Every record below should be repeated exactly, with the pictures left out.

MATERIAL FOR THIS EXERCISE:
══════════════════════════════
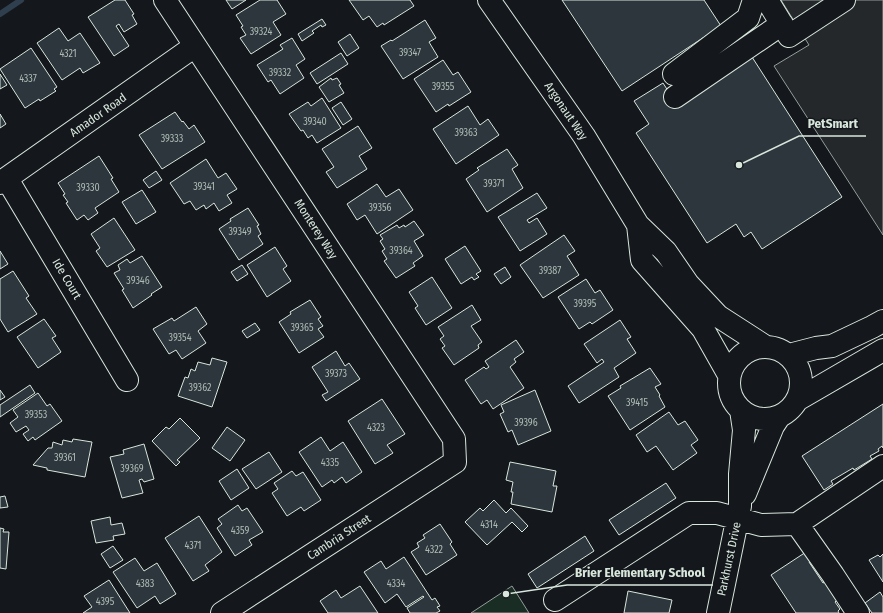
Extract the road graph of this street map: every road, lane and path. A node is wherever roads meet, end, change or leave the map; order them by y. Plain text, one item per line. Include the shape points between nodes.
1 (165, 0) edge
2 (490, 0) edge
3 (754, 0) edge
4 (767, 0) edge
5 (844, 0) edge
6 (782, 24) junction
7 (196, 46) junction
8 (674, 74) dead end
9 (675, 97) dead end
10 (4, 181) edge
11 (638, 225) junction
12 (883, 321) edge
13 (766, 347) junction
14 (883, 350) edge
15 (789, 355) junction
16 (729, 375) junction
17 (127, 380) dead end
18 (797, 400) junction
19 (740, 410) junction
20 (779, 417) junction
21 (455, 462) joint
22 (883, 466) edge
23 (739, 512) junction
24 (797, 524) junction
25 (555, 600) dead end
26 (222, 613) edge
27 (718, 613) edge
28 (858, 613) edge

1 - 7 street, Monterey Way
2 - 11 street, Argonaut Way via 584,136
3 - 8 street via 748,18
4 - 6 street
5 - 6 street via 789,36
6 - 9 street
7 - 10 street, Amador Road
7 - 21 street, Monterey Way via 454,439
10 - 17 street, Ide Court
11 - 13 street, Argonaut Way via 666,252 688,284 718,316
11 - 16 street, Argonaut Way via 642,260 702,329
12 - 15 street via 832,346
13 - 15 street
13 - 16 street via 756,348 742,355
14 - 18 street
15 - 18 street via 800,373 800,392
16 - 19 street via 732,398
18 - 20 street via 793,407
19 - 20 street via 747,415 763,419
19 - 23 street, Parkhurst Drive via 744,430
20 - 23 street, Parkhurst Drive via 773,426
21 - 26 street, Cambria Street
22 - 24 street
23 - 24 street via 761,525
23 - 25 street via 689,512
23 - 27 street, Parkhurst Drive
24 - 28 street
══════════════════════════════
WRITTEN ANSWER:
Extract the road graph of this street map: every road, lane and path. A node is wherever roads meet, end, change or leave the map; order them by y. Plain text, one item per line. Include the shape points between nodes.
1 (165, 0) edge
2 (490, 0) edge
3 (754, 0) edge
4 (767, 0) edge
5 (844, 0) edge
6 (782, 24) junction
7 (196, 46) junction
8 (674, 74) dead end
9 (675, 97) dead end
10 (4, 181) edge
11 (638, 225) junction
12 (883, 321) edge
13 (766, 347) junction
14 (883, 350) edge
15 (789, 355) junction
16 (729, 375) junction
17 (127, 380) dead end
18 (797, 400) junction
19 (740, 410) junction
20 (779, 417) junction
21 (455, 462) joint
22 (883, 466) edge
23 (739, 512) junction
24 (797, 524) junction
25 (555, 600) dead end
26 (222, 613) edge
27 (718, 613) edge
28 (858, 613) edge

1 - 7 street, Monterey Way
2 - 11 street, Argonaut Way via 584,136
3 - 8 street via 748,18
4 - 6 street
5 - 6 street via 789,36
6 - 9 street
7 - 10 street, Amador Road
7 - 21 street, Monterey Way via 454,439
10 - 17 street, Ide Court
11 - 13 street, Argonaut Way via 666,252 688,284 718,316
11 - 16 street, Argonaut Way via 642,260 702,329
12 - 15 street via 832,346
13 - 15 street
13 - 16 street via 756,348 742,355
14 - 18 street
15 - 18 street via 800,373 800,392
16 - 19 street via 732,398
18 - 20 street via 793,407
19 - 20 street via 747,415 763,419
19 - 23 street, Parkhurst Drive via 744,430
20 - 23 street, Parkhurst Drive via 773,426
21 - 26 street, Cambria Street
22 - 24 street
23 - 24 street via 761,525
23 - 25 street via 689,512
23 - 27 street, Parkhurst Drive
24 - 28 street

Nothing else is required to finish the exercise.